Computing device 10 may then determine the total score for each of the plurality of first cells in turn, starting with the first determined cell, as described above in steps 610 through 630.

At step 640, computing device 10 may select a first cell from the plurality of first cells having the highest total score for the connected component determination, also referred to herein as the target first cell.

In some cases, there may be more than one first cell of the plurality of first cells having the highest total score.

In this case, in step 640, computing device 10 may determine whether there are at least two first cells with the highest overall score among the plurality of first cells, and if it is determined that there are at least two first cells with the highest overall score, determine the target first cell based on location data of the at least two first cells with the highest overall score. For example, the upper left-most cell of the at least two first cells may be selected as the target first cell.

At step 650, computing device 10 may determine the row and column connected domains of the target first cell based on the fitted curve segments and extended line data around the target first cell.

At step 660, computing device 10 may correct the plurality of first cells based on the row and column connected fields of the target first cell to determine a plurality of cells of the table.

Specifically, computing device 10 may determine whether to row communicate or column communicate the target first cell with its previous first cell in either its horizontal or its vertical direction based on the table line around the target first cell and the relationship between the fitted curve segment and the extended line data.

FIG. 8 illustrates a flow diagram of a method 800 for determining a row connected domain of a target first cell in accordance with an embodiment of the present invention.

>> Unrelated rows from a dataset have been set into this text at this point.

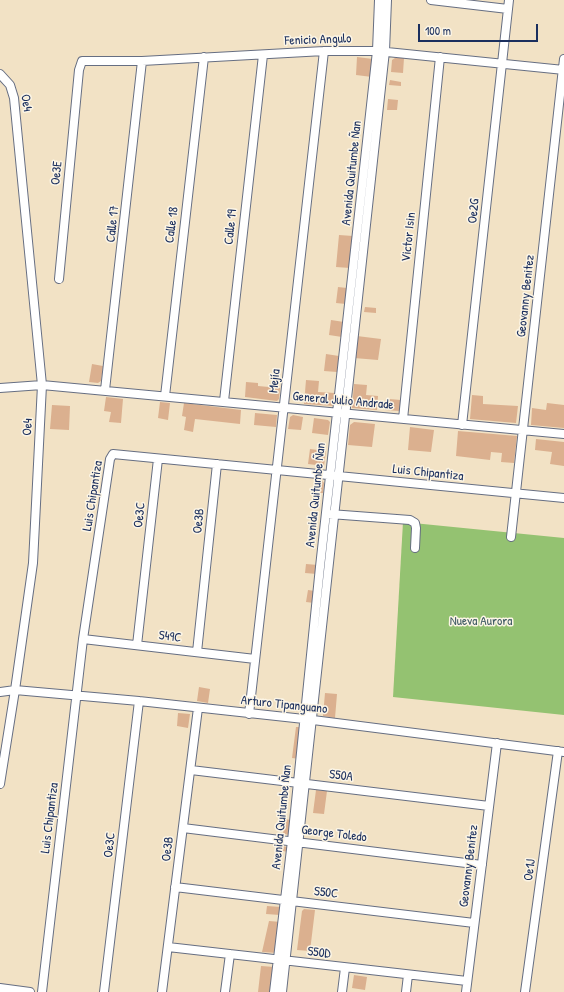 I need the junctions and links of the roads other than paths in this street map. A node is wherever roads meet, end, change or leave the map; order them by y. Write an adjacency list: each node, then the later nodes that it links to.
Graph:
1 (378, 0): 7 (street, Avenida Quitumbe Ñan)
2 (387, 0): 7 (street, Avenida Quitumbe Ñan)
3 (431, 0): 5 (street)
4 (509, 0): 5 (street, Oe2G)
5 (508, 9): 13 (street, Oe2G)
6 (324, 51): 7 (street, Fenicio Angulo); 8 (street, Fenicio Angulo); 23 (street, Mejía)
7 (381, 51): 10 (street, Fenicio Angulo); 24 (street, Avenida Quitumbe Ñan)
8 (263, 55): 9 (street, Fenicio Angulo); 22 (street, Calle 19)
9 (204, 57): 12 (street, Fenicio Angulo); 21 (street, Calle 18)
10 (440, 57): 13 (street, Fenicio Angulo); 25 (street, Victor Isin)
11 (564, 59): 15 (street, Geovanny Benitez)
12 (142, 61): 14 (street, Fenicio Angulo); 20 (street, Calle 17)
13 (502, 64): 15 (street, Fenicio Angulo); 26 (street, Oe2G)
14 (79, 70): 17 (street, Oe3E)
15 (563, 70): 27 (street, Geovanny Benitez)
16 (0, 74): 18 (street, Oe4)
17 (59, 278)
18 (42, 385): 19 (street, General Julio Andrade); 20 (street, General Julio Andrade); 43 (street, Oe4)
19 (0, 388)
20 (105, 390): 21 (street, General Julio Andrade)
21 (165, 396): 22 (street, General Julio Andrade)
22 (224, 401): 23 (street, General Julio Andrade)
23 (284, 408): 24 (street, General Julio Andrade); 31 (street, Mejía)
24 (342, 413): 25 (street, General Julio Andrade); 32 (street, Avenida Quitumbe Ñan)
25 (403, 419): 26 (street, General Julio Andrade)
26 (462, 425): 27 (street, General Julio Andrade)
27 (523, 430): 28 (street, General Julio Andrade); 33 (street, Geovanny Benitez)
28 (564, 434)
29 (158, 459): 30 (street, Luis Chipantiza); 39 (street, Luis Chipantiza); 40 (street, Oe3C)
30 (217, 464): 31 (street, Luis Chipantiza); 41 (street, Oe3B)
31 (276, 470): 32 (street, Luis Chipantiza); 42 (street, Mejía)
32 (334, 475): 33 (street, Luis Chipantiza); 35 (street, Avenida Quitumbe Ñan); 36 (street, Avenida Quitumbe Ñan)
33 (516, 493): 34 (street, Luis Chipantiza); 37 (street, Geovanny Benitez)
34 (564, 498)
35 (326, 514): 36 (street); 49 (street, Avenida Quitumbe Ñan)
36 (335, 514): 38 (street); 49 (street, Avenida Quitumbe Ñan)
37 (511, 536)
38 (415, 548)
39 (83, 639): 40 (street, S49C); 45 (street, Luis Chipantiza)
40 (137, 645): 41 (street, S49C)
41 (197, 652): 42 (street, S49C)
42 (255, 658): 48 (street, Mejía)
43 (15, 690): 44 (street, Arturo Tipanguano); 45 (street, Arturo Tipanguano); 54 (street, Oe4)
44 (0, 692)
45 (77, 695): 46 (street, Arturo Tipanguano); 71 (street, Luis Chipantiza)
46 (139, 701): 47 (street, Arturo Tipanguano); 72 (street, Oe3C)
47 (198, 708): 48 (street, Arturo Tipanguano); 52 (street, Oe3B)
48 (249, 714): 49 (street, Arturo Tipanguano)
49 (309, 720): 50 (street, Arturo Tipanguano); 53 (street, Avenida Quitumbe Ñan)
50 (497, 743): 51 (street, Arturo Tipanguano); 55 (street, Geovanny Benitez)
51 (561, 751): 80 (street, Oe1J)
52 (191, 770): 53 (street, S50A); 56 (street, Oe3B)
53 (302, 783): 55 (street, S50A); 57 (street, Avenida Quitumbe Ñan)
54 (0, 784)
55 (489, 806): 58 (street, Geovanny Benitez)
56 (183, 828): 57 (street, George Toledo); 59 (street, Oe3B)
57 (296, 842): 58 (street, George Toledo); 60 (street, Avenida Quitumbe Ñan)
58 (482, 865): 61 (street, Geovanny Benitez)
59 (175, 887): 60 (street, S50C); 62 (street, Oe3B)
60 (289, 901): 61 (street, S50C); 64 (street, Avenida Quitumbe Ñan); 65 (street, Avenida Quitumbe Ñan)
61 (474, 923): 68 (street, Geovanny Benitez)
62 (168, 947): 63 (street, S50D); 73 (street, Oe3B)
63 (230, 954): 64 (street, S50D); 74 (street)
64 (278, 959): 65 (street, S50D); 75 (street, Avenida Quitumbe Ñan)
65 (287, 961): 66 (street, S50D); 76 (street, Avenida Quitumbe Ñan)
66 (345, 968): 67 (street, S50D); 77 (street)
67 (408, 975): 68 (street, S50D); 78 (street)
68 (467, 982): 79 (street, Geovanny Benitez)
69 (0, 988): 70 (street)
70 (30, 992)
71 (42, 992)
72 (104, 992)
73 (162, 992)
74 (225, 992)
75 (274, 992)
76 (282, 992)
77 (342, 992)
78 (406, 992)
79 (466, 992)
80 (525, 992)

As shown in FIG. 8, at step 810, computing device 10 may determine a pixel abscissa x [ m ] and a pixel ordinate y [ m ] of the pixels of the plurality of form lines determined at step 220 at the region of the target first cell.

At step 820, computing device 10 may determine a fitted ordinate y [ m' ] of the pixels based on the pixel abscissas of the pixels and the fitted curve segment or horizontally extending line data of the target first cell.

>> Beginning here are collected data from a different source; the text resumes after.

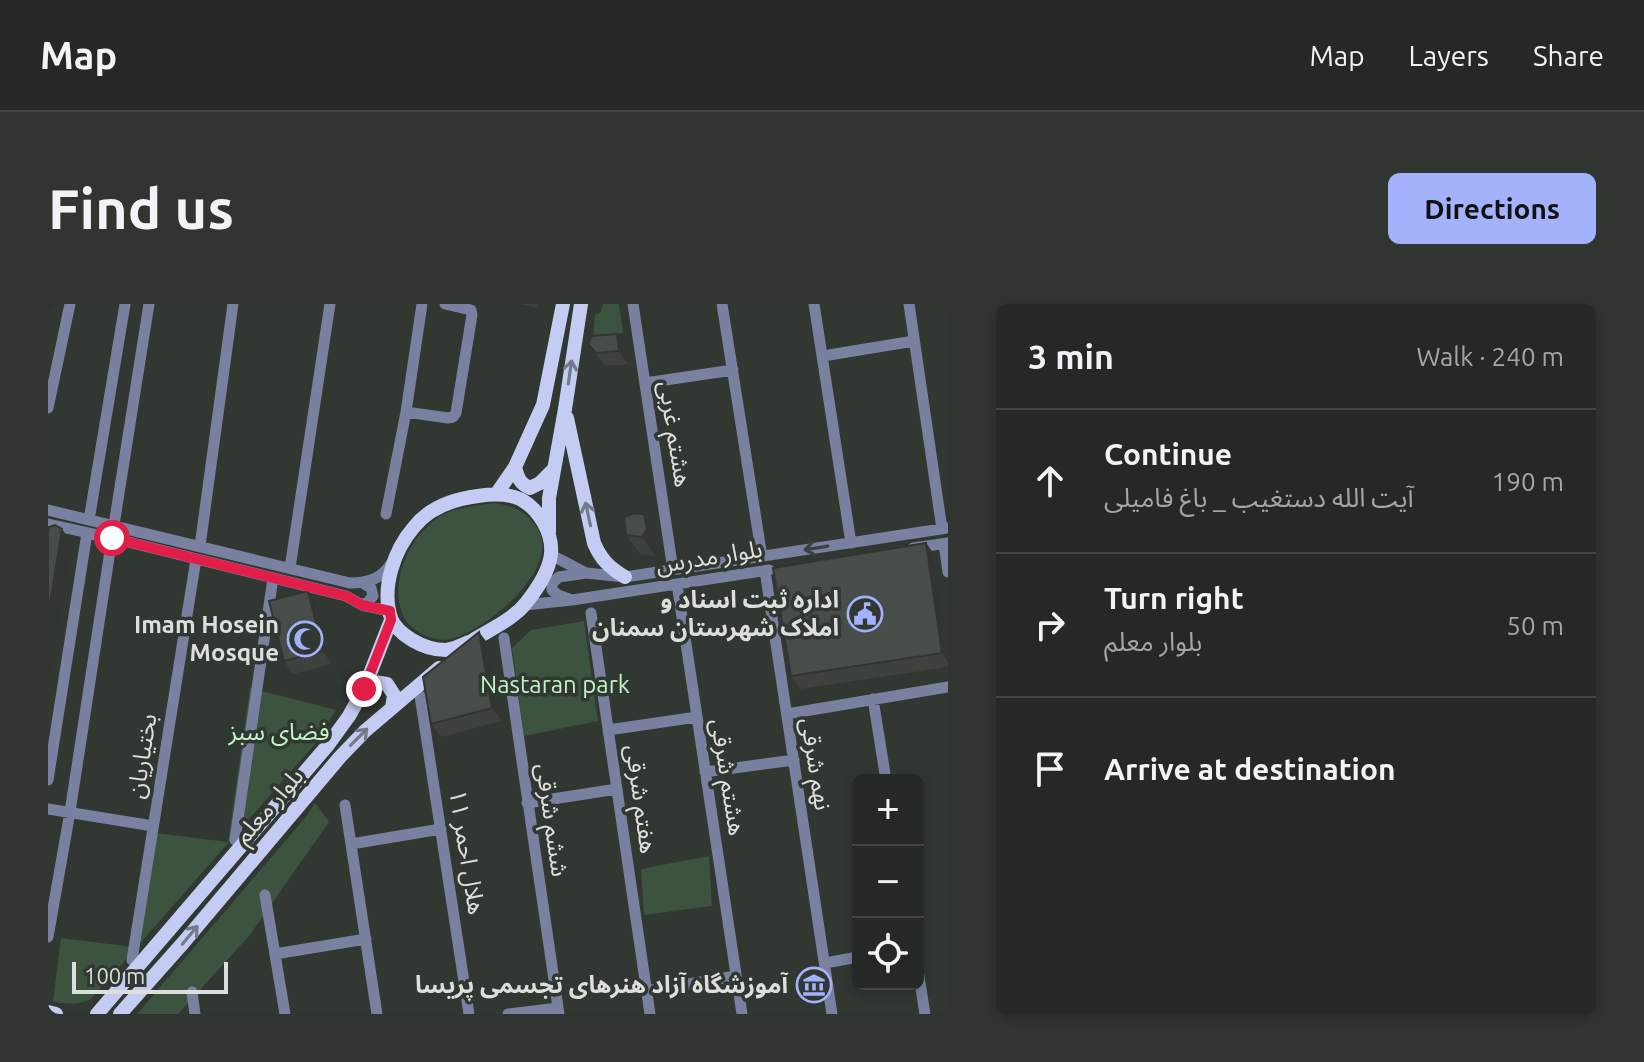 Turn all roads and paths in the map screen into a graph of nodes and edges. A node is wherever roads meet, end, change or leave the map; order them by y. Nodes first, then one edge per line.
1 (70, 304) edge
2 (122, 304) edge
3 (149, 304) edge
4 (233, 304) edge
5 (330, 304) edge
6 (422, 304) edge
7 (445, 304) edge
8 (563, 304) edge
9 (581, 304) edge
10 (633, 304) edge
11 (722, 304) edge
12 (814, 304) edge
13 (909, 304) edge
14 (914, 341) junction
15 (823, 356) junction
16 (733, 370) junction
17 (645, 383) junction
18 (48, 408) edge
19 (565, 409) junction
20 (406, 412) junction
21 (515, 467) junction
22 (554, 469) junction
23 (497, 493) junction
24 (48, 510) edge
25 (386, 514) dead end
26 (89, 520) junction
27 (114, 525) junction
28 (49, 527) edge
29 (945, 528) edge
30 (549, 532) junction
31 (87, 533) junction
32 (112, 538) junction
33 (871, 540) junction
34 (851, 543) junction
35 (946, 543) edge
36 (200, 546) junction
37 (902, 550) edge
38 (874, 554) edge
39 (551, 555) junction
40 (762, 557) junction
41 (394, 558) junction
42 (196, 559) junction
43 (290, 568) junction
44 (780, 569) edge
45 (673, 570) junction
46 (765, 571) junction
47 (948, 572) edge
48 (586, 573) junction
49 (625, 577) junction
50 (273, 578) junction
51 (363, 583) junction
52 (677, 584) junction
53 (572, 600) junction
54 (362, 605) junction
55 (525, 605) junction
56 (591, 613) dead end
57 (391, 616) junction
58 (504, 638) dead end
59 (469, 642) junction
60 (948, 687) edge
61 (364, 689) junction
62 (420, 696) dead end
63 (873, 699) junction
64 (392, 708) junction
65 (787, 714) junction
66 (697, 717) junction
67 (608, 730) junction
68 (794, 760) junction
69 (705, 772) junction
70 (885, 774) edge
71 (48, 780) edge
72 (617, 789) junction
73 (527, 803) junction
74 (345, 805) dead end
75 (48, 809) edge
76 (70, 812) junction
77 (153, 826) junction
78 (441, 829) junction
79 (235, 840) dead end
80 (351, 844) junction
81 (265, 895) dead end
82 (48, 937) edge
83 (366, 939) junction
84 (275, 954) junction
85 (852, 958) edge
86 (132, 960) dead end
87 (825, 963) junction
88 (736, 976) junction
89 (921, 990) edge
90 (647, 991) junction
91 (192, 992) dead end
92 (100, 1010) edge
93 (558, 1011) edge
94 (48, 1012) edge
95 (56, 1014) edge
96 (88, 1014) edge
97 (120, 1014) edge
98 (195, 1014) edge
99 (285, 1014) edge
100 (377, 1014) edge
101 (469, 1014) edge
102 (508, 1014) edge
103 (650, 1014) edge
104 (742, 1014) edge
105 (832, 1014) edge
106 (925, 1014) edge

1 - 18 street
2 - 26 street
3 - 27 street
4 - 36 street
5 - 43 street
6 - 20 street
7 - 20 street
8 - 21 main road
19 -> 9 main road
10 - 17 street, هشتم غربی
11 - 16 street
12 - 15 street
13 - 14 street
14 - 15 street
14 - 29 street
15 - 34 street
16 - 17 street
16 - 40 street
17 - 45 street, هشتم غربی
19 - 22 main road
49 -> 19 main road
20 - 25 street
21 - 22 main road
21 - 23 main road
22 - 30 main road
23 - 30 main road
23 - 41 main road
24 - 26 street
26 - 27 street
27 - 36 street
28 - 31 street
29 - 33 street, بلوار مدرس
30 - 39 main road
31 - 32 street
31 - 71 street
32 - 42 street
32 - 76 street
33 - 34 street, بلوار مدرس
33 - 38 street
34 -> 40 street, بلوار مدرس
35 - 37 street
35 - 47 street
36 - 43 street
39 - 48 street, بلوار مدرس
39 - 55 main road
40 - 45 street, بلوار مدرس
41 - 51 street
41 - 57 main road
42 - 50 street
42 - 77 street, بختیاریان
43 - 51 street
44 - 46 street, بلوار مدرس
45 - 49 street, بلوار مدرس
46 - 52 street, بلوار مدرس
46 - 65 street, نهم شرقی
48 - 49 street, بلوار مدرس
48 - 53 street
50 - 54 street
50 - 79 street
51 - 54 street
52 - 53 street, بلوار مدرس
52 - 66 street, هشتم شرقی
53 - 55 street, بلوار مدرس
54 - 57 street
55 - 59 main road
56 - 67 street, هفتم شرقی
57 - 59 main road
57 - 61 main road, بلوار معلم
58 - 73 street, ششم شرقی
59 - 64 main road, بلوار معلم
60 - 63 street
61 - 64 main road
61 - 92 main road, بلوار معلم
62 - 78 street, هلال احمر ۱۱
63 - 65 street
63 - 70 street
97 -> 64 main road, بلوار معلم
65 - 68 street, نهم شرقی
66 - 67 street
66 - 69 street, هشتم شرقی
67 - 72 street, هفتم شرقی
68 - 69 street
68 - 87 street, نهم شرقی
69 - 88 street, هشتم شرقی
72 - 73 street
72 - 90 street, هفتم شرقی
73 - 93 street, ششم شرقی
74 - 80 street
75 - 76 street
76 - 77 street
76 - 82 street
77 - 86 street, بختیاریان
78 - 80 street
78 - 101 street, هلال احمر ۱۱
80 - 83 street
81 - 84 street
83 - 84 street
83 - 100 street
84 - 99 street
85 - 87 street
87 - 105 street, نهم شرقی
88 - 90 street
88 - 104 street, هشتم شرقی
89 - 106 street
90 - 103 street, هفتم شرقی
91 - 98 street
92 - 96 main road
93 - 102 street
94 - 95 main road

Specifically, when the target first cell has a fitted curve segment recorded around it in the peripheral line relationship memory, the computing device 10 may determine a fitted ordinate y [ m' ] corresponding to the pixel abscissa x [ m ] based on the pixel abscissa of each pixel and the fitted curve segment of the target first cell. On the other hand, if the target first cell does not have a fitted curve segment recorded around it, the computing device 10 may determine whether extension data is recorded in its surrounding extension memory. If extension line data is recorded, the computing device 10 may derive a fitting ordinate y [ m' ] corresponding to the pixel abscissa x [ m ] from horizontal extension line data in the extension line data.

At step 830, computing device 10 may determine whether the average difference between the fitted ordinate y [ m' ] and the pixel ordinate y [ m ] of the pixels is less than a predetermined threshold.

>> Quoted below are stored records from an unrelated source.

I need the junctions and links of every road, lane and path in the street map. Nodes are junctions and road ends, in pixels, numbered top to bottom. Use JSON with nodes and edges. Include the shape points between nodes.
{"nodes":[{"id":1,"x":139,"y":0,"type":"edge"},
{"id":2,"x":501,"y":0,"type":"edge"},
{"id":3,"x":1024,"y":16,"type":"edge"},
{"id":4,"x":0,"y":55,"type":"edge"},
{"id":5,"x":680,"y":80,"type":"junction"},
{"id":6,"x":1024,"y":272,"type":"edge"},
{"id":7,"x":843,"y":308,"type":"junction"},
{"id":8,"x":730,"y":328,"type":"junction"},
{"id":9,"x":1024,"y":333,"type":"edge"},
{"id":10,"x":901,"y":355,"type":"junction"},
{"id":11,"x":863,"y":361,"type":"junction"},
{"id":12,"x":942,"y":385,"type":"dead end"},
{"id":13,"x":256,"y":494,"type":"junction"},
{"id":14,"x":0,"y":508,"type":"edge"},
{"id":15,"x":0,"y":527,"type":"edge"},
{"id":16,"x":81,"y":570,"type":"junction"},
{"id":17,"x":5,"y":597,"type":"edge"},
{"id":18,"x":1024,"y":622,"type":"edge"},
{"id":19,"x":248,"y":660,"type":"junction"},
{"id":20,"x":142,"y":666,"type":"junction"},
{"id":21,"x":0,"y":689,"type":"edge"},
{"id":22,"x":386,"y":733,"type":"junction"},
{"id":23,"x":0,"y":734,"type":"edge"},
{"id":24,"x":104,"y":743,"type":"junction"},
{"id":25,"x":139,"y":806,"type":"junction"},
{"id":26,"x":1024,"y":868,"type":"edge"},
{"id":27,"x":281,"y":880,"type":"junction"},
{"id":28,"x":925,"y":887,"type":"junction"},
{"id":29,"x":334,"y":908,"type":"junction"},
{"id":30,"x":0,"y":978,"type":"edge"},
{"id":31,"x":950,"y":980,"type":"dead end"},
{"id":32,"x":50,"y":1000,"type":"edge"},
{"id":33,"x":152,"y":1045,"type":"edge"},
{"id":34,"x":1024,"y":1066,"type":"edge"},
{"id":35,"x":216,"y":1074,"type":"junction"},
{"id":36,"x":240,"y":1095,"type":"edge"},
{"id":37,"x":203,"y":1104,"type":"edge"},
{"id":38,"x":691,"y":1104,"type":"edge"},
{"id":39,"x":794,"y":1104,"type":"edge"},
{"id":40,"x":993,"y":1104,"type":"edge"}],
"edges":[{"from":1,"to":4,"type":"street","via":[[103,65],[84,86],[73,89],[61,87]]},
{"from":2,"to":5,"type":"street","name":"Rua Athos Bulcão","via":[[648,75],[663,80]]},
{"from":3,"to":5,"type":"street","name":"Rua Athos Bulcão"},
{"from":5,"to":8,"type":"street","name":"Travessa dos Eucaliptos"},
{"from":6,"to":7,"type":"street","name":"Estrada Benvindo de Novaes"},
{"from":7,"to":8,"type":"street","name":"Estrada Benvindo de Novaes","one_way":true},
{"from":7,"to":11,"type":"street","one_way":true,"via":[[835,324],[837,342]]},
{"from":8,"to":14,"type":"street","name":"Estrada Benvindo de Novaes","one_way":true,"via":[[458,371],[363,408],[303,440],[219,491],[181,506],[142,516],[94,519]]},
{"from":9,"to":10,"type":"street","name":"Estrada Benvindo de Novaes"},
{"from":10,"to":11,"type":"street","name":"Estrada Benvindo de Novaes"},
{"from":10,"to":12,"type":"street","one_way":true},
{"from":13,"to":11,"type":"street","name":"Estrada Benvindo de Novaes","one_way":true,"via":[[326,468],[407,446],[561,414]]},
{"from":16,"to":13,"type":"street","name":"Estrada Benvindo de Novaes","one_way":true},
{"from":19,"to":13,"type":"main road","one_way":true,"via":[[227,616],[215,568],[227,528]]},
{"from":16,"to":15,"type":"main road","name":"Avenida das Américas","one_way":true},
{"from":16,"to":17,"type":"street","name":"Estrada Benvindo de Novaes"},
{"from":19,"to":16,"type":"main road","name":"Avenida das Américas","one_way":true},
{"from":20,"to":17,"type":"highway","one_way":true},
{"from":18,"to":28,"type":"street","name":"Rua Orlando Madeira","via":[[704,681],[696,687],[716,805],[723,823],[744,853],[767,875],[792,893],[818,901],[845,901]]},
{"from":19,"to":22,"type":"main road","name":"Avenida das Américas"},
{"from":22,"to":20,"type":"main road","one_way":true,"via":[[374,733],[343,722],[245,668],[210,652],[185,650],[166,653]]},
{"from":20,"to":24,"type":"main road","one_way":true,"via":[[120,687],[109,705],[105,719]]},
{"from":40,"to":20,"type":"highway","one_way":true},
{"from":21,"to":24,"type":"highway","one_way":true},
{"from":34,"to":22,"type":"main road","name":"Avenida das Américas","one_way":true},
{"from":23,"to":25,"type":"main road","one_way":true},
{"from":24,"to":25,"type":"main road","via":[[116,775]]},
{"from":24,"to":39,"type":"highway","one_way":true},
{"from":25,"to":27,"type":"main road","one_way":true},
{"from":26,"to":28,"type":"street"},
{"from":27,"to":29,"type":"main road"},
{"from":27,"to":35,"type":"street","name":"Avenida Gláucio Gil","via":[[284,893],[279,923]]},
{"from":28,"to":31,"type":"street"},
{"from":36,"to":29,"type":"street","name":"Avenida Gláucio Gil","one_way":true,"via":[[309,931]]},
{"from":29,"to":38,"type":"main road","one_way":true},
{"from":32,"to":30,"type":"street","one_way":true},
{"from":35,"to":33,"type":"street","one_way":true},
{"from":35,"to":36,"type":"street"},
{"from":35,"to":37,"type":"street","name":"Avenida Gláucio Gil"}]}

If it is determined at step 830 that the average difference between the fitted ordinate y [ m' ] and the pixel ordinate y [ m ] of the pixels is less than the predetermined threshold, computing device 10 may row-communicate the target first cell with its horizontally previous first cell at step 840.

The method 800 described above is repeated in row-wise directions to continue traversing additional first cells following the target first cell until the target first cell is determined to have no fitted curve segments or horizontally extending line data at step 820 or the average difference between the fitted ordinate y [ m' ] and the pixel ordinate y [ m ] is greater than or equal to the predetermined threshold at step 830. All first cells that are row connected together at this time constitute the row connected field of the target first cell.

FIG. 9 illustrates a flow diagram of a method 900 for determining a column connected domain of a target first cell in accordance with an embodiment of the present invention.

As shown in FIG. 9, at step 910, computing device 10 may determine a pixel abscissa x [ m ] and a pixel ordinate y [ m ] of the pixels of the plurality of form lines determined at step 220 at the region of the target first cell.

At step 920, computing device 10 may determine a fitted abscissa x [ m' ] of the pixels based on the pixel ordinate of the pixels and the fitted curve segment or vertically extended line data of the target first cell.

Specifically, when the target first cell has a fitted curve segment recorded around it in the peripheral line relation memory, the computing device 10 may determine a fitted ordinate x [ m' ] corresponding to the pixel ordinate y [ m ] based on the pixel ordinate of each pixel and the fitted curve segment of the target first cell. On the other hand, if the target first cell does not have a fitted curve segment recorded around it, the computing device 10 may determine whether extension data is recorded in its surrounding extension memory. If extension line data is recorded, the computing device 10 may derive a fitting abscissa x [ m' ] corresponding to the pixel ordinate y [ m ] from perpendicular extension line data in the extension line data.

At step 930, computing device 10 may determine whether the average difference between the fitted abscissa x [ m' ] and the pixel abscissa x [ m ] of the pixels is less than a predetermined threshold.

If it is determined at step 930 that the average difference between the fitted abscissa x [ m' ] and the pixel abscissa x [ m ] of the pixels is less than the predetermined threshold, computing device 10 may column-communicate the target first cell with its vertically preceding first cell at step 940.

The method 900 is repeated in the column direction to continue traversing additional first cells following the target first cell until it is determined at step 920 that there is no fitted curve segment or vertically extended line data for the target first cell or it is determined at step 930 that the average difference between the fitted abscissa x [ m' ] and the pixel abscissa x [ m ] is greater than or equal to the predetermined threshold. All first cells whose columns are now connected together constitute the column connected domain for the target first cell.

After determining the row and column connected domains, computing device 10 may determine, at step 660, each first cell in the row and column connected domains as a cell of the table.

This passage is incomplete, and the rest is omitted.